Homegrown MarTech tools are regaining strategic importance
There’s a shift happening. More businesses are choosing to build their own marketing technology tools instead of relying entirely on third-party solutions. A year ago, that would’ve seemed unlikely. Back then, most companies were ditching their internal systems for commercial platforms. That’s no longer the case.
According to MarTech’s 2025 State of Your Stack Survey, almost 25% of the tools and capabilities marketers plan to add to their stacks will be homegrown. Meanwhile, another 60% are still expected to come from commercial vendors. So this isn’t about replacing commercial tools entirely, it’s about making smarter choices based on business needs, not vendor pressure. That’s what matters.

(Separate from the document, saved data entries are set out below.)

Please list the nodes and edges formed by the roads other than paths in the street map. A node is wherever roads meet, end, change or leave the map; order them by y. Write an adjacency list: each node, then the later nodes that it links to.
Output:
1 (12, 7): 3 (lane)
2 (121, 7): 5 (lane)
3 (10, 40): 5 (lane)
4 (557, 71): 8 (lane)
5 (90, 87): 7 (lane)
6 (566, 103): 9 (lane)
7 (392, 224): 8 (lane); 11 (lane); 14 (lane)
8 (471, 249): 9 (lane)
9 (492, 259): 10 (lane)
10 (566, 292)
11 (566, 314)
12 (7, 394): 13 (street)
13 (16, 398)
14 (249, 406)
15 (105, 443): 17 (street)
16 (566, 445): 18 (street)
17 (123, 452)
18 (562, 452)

The appeal is simple. Homegrown tools are built to fit the business, not the other way around. You get direct control over how your system operates, how fast it evolves, and how tightly it integrates with everything else, from data pipelines to campaign automation. That kind of custom fit helps companies move faster, adapt quicker, and often find operational advantages that off-the-shelf software can’t deliver.
Now, this isn’t where everyone should go by default. Building and maintaining internal systems takes serious investment. You need the right team, the right architecture, and a clear sense of what problem you’re solving. Some companies genuinely gain more by sticking with commercial platforms that are robust and regularly updated. But for firms with specific workflows, data models, or customer experiences to optimize, building in-house makes all the difference.
This comes back to long-term strategic thinking. You don’t optimize by following the herd, you build where you need to, when it makes you stronger. As the data shows, more companies are beginning to understand that. In 2024, less than 10% of surveyed businesses were replacing commercial tools with internal ones. By 2025, nearly a quarter plan to go the other direction. That change doesn’t happen by accident. It’s a signal. Pay attention to it.
AI-Driven development empowers citizen developers
Artificial intelligence isn’t just a tool, it’s changing who gets to build the tools.
Until recently, developing internal software required a dedicated engineering team. Skilled coders, long timelines, complex infrastructure. But that’s shifting. AI is making it possible for non-developers, often called “citizen developers” — to create functional, reliable software without writing much code. This includes marketing teams designing their own process automation or campaign tools, tailored exactly to what they need.
This is why homegrown martech tools are seeing a resurgence. It’s not just a philosophical change, it’s a practical one. AI fundamentally removes friction from the development process. Marketers can now use AI systems to build custom applications that do what their team specifically needs, faster and cheaper than getting something off the shelf, integrating it, and adjusting their operations to match it.
This is a strategic point for C-suite leaders to watch. If your team can build something specialized in two weeks using AI, instead of waiting six months for a vendor update, that’s not a small operational difference. That’s an advantage. But it only works if the infrastructure is ready and governance is in place. You need visibility, compliance, and proper security practices around these emerging homegrown applications. Speed without structure leads to poor scalability.
AI enables democratization of development, and that changes who contributes to digital innovation inside your organization. Senior leaders should understand both the upside and the responsibility that comes with that shift. Letting more people build is powerful. Doing it without oversight, training, or clear standards is risky.
The MarTech 2025 State of Your Stack Survey doesn’t break down the exact impact of AI on citizen developers, but the trend is clear. The re-emergence of homegrown solutions is largely driven by these AI capabilities, they reduce technical barriers and shorten the gap between idea and execution. That’s the lever. And the companies who learn how to pull it will lead the market.
Key takeaways for decision-makers
- Homegrown martech is becoming a strategic asset: Leaders should reassess internal development capabilities as nearly 25% of marketers now plan to build in-house tools, indicating a shift in how organizations create differentiation and respond to fast-changing needs.
- AI is accelerating custom tool development: Executives should empower business teams with AI-driven development platforms to speed up delivery cycles and reduce vendor reliance, unlocking agility without sacrificing governance.